_Your assignment:_ What is the number of lines in the data holding the word "numbered"? Give that number by itself.

Segment Start: Data supplied

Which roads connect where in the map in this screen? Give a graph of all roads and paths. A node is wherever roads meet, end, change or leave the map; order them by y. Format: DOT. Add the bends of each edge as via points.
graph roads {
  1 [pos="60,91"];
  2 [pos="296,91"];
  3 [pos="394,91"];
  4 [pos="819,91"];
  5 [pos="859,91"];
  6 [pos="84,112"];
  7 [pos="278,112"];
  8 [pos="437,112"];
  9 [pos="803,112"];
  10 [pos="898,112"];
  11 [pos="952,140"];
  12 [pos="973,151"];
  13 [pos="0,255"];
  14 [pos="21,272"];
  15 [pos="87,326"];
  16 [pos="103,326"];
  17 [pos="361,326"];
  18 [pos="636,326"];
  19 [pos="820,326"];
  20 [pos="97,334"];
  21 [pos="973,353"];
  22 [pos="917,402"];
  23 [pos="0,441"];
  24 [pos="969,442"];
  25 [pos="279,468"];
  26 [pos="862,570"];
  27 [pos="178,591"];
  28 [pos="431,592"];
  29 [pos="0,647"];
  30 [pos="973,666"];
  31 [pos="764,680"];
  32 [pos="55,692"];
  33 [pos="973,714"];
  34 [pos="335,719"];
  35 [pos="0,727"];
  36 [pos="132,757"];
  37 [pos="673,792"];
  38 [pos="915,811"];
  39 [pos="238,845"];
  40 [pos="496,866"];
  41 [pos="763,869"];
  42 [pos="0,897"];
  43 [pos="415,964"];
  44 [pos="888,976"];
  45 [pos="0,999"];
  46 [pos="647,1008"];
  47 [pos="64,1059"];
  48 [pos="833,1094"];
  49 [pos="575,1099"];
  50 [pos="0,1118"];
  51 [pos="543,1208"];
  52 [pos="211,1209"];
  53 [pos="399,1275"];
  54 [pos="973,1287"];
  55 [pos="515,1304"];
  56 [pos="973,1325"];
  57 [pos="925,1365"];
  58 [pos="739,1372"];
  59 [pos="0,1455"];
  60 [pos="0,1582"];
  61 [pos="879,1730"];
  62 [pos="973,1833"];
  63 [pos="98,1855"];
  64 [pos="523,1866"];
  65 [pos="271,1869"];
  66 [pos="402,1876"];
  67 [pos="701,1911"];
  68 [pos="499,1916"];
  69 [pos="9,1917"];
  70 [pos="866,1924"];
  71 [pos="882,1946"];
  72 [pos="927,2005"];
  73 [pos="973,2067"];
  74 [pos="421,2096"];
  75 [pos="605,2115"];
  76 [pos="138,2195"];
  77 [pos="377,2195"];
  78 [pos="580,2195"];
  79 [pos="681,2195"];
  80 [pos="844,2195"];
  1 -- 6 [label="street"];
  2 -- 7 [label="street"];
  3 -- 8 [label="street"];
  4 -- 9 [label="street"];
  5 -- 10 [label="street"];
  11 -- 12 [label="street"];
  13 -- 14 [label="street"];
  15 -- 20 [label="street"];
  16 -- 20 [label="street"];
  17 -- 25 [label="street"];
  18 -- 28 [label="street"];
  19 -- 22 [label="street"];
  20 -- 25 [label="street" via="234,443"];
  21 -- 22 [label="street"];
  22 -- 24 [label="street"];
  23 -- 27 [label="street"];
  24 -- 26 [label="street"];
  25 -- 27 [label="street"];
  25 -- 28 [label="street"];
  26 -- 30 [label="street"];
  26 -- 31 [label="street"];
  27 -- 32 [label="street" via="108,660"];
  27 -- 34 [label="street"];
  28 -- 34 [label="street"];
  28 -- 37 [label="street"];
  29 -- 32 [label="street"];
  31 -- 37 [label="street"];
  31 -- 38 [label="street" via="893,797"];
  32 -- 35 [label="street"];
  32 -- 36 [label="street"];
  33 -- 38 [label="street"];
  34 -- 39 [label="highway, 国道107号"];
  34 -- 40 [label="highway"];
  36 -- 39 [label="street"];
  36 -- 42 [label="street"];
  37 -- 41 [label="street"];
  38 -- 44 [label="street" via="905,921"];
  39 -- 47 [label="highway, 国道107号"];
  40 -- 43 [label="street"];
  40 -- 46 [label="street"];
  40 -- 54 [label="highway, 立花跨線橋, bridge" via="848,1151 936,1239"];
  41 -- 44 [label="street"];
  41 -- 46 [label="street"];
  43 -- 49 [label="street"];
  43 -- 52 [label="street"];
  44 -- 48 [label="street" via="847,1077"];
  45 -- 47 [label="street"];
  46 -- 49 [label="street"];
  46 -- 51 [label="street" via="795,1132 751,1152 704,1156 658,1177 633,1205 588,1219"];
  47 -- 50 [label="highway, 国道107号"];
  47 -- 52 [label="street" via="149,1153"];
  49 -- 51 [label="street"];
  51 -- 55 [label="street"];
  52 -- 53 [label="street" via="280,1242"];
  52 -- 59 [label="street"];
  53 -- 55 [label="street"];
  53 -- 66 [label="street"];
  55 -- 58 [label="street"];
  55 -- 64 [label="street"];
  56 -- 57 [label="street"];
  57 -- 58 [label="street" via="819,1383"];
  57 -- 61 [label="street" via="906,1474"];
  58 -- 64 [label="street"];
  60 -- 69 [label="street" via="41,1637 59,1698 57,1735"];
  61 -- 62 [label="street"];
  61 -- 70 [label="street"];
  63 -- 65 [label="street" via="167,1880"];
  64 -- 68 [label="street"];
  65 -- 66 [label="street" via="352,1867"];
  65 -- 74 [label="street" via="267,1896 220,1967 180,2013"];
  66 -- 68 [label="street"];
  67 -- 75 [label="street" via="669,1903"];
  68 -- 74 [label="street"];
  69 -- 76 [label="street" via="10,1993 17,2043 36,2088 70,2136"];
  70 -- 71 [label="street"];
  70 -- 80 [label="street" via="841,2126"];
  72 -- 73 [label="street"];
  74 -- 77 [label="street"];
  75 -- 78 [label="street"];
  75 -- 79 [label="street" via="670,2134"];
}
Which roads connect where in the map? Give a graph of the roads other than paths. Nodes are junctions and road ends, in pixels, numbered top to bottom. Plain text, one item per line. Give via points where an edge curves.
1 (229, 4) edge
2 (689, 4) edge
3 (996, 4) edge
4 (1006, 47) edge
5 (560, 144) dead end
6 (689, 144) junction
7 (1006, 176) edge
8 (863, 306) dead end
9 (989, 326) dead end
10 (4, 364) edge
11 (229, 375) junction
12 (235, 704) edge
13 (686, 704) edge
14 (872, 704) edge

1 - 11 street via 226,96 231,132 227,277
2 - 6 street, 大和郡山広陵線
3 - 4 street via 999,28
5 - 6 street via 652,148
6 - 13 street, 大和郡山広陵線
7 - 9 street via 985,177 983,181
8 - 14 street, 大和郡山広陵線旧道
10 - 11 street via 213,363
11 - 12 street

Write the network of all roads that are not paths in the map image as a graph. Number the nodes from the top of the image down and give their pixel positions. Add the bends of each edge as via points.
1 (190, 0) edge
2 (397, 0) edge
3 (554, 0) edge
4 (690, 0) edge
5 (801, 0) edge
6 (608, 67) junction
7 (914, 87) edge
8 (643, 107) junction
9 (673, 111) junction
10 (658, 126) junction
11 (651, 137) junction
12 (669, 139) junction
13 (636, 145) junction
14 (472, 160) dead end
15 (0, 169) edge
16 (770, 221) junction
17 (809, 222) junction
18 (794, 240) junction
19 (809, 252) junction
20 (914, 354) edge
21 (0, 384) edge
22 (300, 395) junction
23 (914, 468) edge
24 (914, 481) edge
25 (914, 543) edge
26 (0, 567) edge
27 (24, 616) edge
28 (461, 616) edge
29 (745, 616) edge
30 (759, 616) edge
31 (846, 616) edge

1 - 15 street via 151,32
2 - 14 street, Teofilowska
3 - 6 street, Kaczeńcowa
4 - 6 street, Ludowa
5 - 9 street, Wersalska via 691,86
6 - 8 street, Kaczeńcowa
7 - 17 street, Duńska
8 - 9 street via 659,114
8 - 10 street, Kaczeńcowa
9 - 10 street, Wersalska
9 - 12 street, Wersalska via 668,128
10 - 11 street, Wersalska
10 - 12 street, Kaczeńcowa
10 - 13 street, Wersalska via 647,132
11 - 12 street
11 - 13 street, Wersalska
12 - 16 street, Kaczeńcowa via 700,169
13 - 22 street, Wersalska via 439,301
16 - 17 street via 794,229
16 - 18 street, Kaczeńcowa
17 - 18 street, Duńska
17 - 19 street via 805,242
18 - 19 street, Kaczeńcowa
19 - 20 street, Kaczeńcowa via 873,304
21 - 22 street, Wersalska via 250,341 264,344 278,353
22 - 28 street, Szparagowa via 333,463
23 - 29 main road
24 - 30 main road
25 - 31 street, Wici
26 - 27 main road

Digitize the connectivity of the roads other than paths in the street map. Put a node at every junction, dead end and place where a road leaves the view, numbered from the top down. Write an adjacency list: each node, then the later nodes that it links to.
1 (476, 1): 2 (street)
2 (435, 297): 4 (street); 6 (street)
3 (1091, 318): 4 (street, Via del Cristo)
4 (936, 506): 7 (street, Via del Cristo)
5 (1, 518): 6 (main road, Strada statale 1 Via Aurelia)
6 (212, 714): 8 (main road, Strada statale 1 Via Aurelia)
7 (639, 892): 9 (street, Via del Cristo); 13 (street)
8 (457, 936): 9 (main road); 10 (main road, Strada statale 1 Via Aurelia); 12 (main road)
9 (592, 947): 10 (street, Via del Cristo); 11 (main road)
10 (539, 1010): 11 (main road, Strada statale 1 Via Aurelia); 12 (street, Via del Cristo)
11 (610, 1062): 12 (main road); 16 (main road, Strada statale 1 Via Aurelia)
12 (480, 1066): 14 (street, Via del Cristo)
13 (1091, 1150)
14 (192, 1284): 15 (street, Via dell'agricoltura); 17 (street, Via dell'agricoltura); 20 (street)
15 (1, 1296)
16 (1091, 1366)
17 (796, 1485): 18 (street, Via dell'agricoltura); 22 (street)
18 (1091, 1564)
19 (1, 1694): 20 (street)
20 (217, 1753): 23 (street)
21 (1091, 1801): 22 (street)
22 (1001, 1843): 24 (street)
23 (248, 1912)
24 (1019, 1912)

Segment End: Data supplied

_Output for this exercise:_ 2